I have realized I am a lesbian. As have others but I have denied it because I don't want this. Girls are icky but turn me on and make my heart flutter and I'd rather live my life with them than a man but I don't want this at all.
>>5551926 Both I guess but only been cheated on by lesbians who went after more masculine women (How the fuck are you even lesbian?) Bi girls are more loyal. Actual bi girls of course not those fake ass ones every girl and her mother seems to be now addays.
>>5557344 Psychoanalysis is fraud, and has been shown as such for decades. That you can't tell one of those is a woman is already telling. Further, you are quite literally both mentally and emotionally retarded, so I for one absolutely doubt your ability to correctly interpret direct statements, let alone divine some kind of crippling secret from an anonymous post.
Nobody likes you. I don't just mean here, I mean always. In every interaction you've ever had in your entire cringe-worthy life, not a single person has walked away thinking you were a stable, good person who used their time well. You don't have a true friend on this planet; even your family members are ashamed to be related to you, and fearful what it could mean lurks within them.
>>5558426 Oh. You ..... You really do suck at this. Look the people who walk away bitter from me are usually people i had to shoot down there ego. You know. Kinda like you my dear. But until everyone in my life stops being in love with me. LEL your statement has yet to hold true. Good luck with that though... Lel. Just because i don't answer doesn't mean i don't know.
>>5558548 Yeah bisluts are actually more ok than trannies.
I wish name and tripfags would leave us. I was kinda ok w adori, if only because she didn't cry as much but then she was bislut as that goes. It's always soc sluts pretending to be lesbian or men pretending to be lesbians.
>>5558862 Some girl from school. Ever since we started talking it's been rather surreal. Suddenly I'm in this bad tv show were there's this amazing chemistry between the leads but they don't get their shit together and it's episode after episode of subtext and shitty guest appearances of random "romantic interests" we go out with trying to pretend we are not into each other.
>>5559058 look just because the chan has been your playing ground with your friends for ever, doesn't mean others don't have a reason to have to have a flag up all the time, get over yourself, reddit is the same as the chan, if you see me then just block me out. You don't have to read you know. I know all the shit in here is "SOMEtimes" just that. but Attempting to condescend everyone on four chan (you will fail at this, 4chan has built some of the most metaphorically bullet proof people I have ever observed in my life!) is not the best way to get people to talk to you, Its an anonymous site yea doof, if real fucked up shit is happening to you, just say so.
>>5558862 Honestly? Right now it's my mum, which is depressing as all hell.
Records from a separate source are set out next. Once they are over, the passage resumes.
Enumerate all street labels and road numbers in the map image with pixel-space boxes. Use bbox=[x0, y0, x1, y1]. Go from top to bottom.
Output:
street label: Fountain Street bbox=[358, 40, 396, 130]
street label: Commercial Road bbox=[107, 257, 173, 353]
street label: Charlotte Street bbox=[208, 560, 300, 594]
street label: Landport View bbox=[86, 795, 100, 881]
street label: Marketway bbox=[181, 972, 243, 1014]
Add that to the fact we're currently not speaking because of her psychotic conspiracies and you're left with a pretty pitiable lesbian lol.
> % straight girls >>>>> % lesbians > take out the unattractive > eliminate those too old or too young > remove those that have nothing in common with you > ignore those that live far away and/or speak a different language > get rid of those that already in a relationship > Add all the things that are wrong with you
What's left is pretty much nothing compared to the odds of someone straight.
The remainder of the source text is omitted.